The 2008 financial crisis led to another series of books and papers that link gender equality, sufficiency provisioning and ecological sustainability with a critique of neoliberal money and finance. The Future of Money went further, arguing against the "privatisation of money" and discussing the possibilities that alternative approaches may give, such as an "ecofeminist political economy". Jeremy Leaman described the book as an "excellent book, elegantly and cogently written", which argued that money needed to be reclaimed from the profit-driven and repurposed for social inclusion. Mellor expanded this argument in Debt or Democracy, where she argued that private sector control of the creation of money through loans needs to be brought back into public control. 2019's Money: Myths, Truths and Alternatives examined the social value of money and its connections to neoliberalism. This work is written for a general readership and, according to sociologist David Blaazer, argues for monetary reform to reclaim the state's role in contrast to the power of private finance.
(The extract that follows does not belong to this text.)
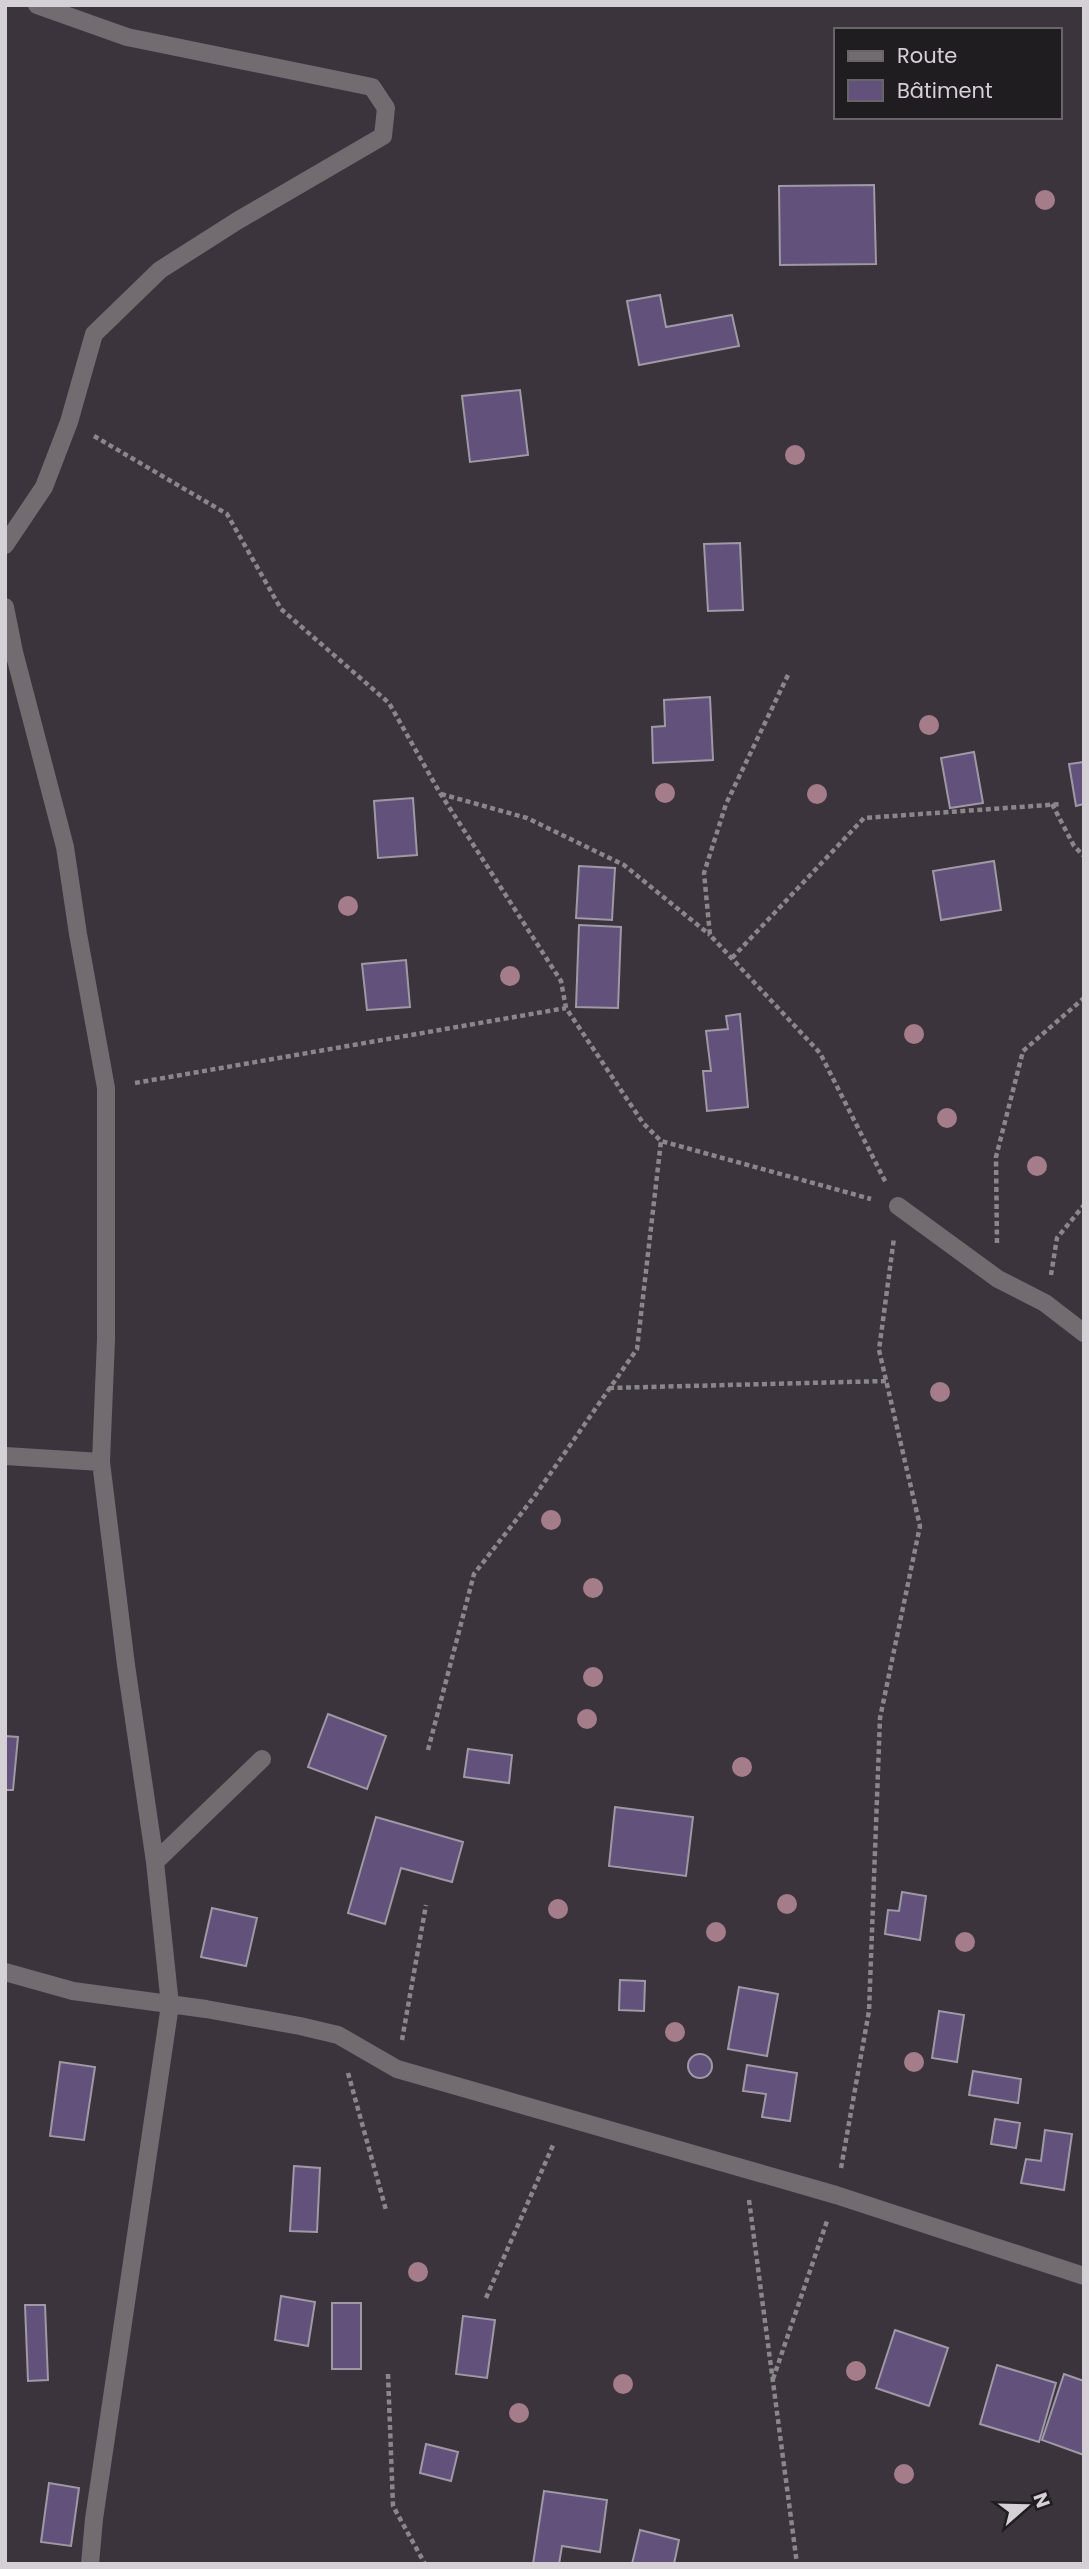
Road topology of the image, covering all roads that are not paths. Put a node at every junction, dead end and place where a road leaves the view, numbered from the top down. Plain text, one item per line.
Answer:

In addition to these works, Mellor has also published on worker's cooperatives and their histories, and toured Japan, Australia, the United States of America and the Netherlands after the publication of her 1992 work Breaking the Boundaries. Interviewed in the Green European Journal discussing the COVID-19 pandemic, Mellor described how issues for women had increased due to what she termed 'patriarchy in the home' and 'patriarchy of the wider economy'. Both focussed on the unfair expectations on women to shoulder caring responsibilities both privately and publicly.

== Awards ==

- 2017: Bernardo Aguilar Award (United States Society for Ecological Economics)

== Selected works ==

- Money: Myths, Truths and Alternatives (Policy Press, 2019)
- Debt or Democracy (Pluto Press, 2015)
- The Future of Money (Pluto Press, 2010)
- Hopwood, B., Mellor, M., and O'Brien, G., "Sustainable development: mapping different approaches." Sustainable Development 13.1 (2005): 38–52.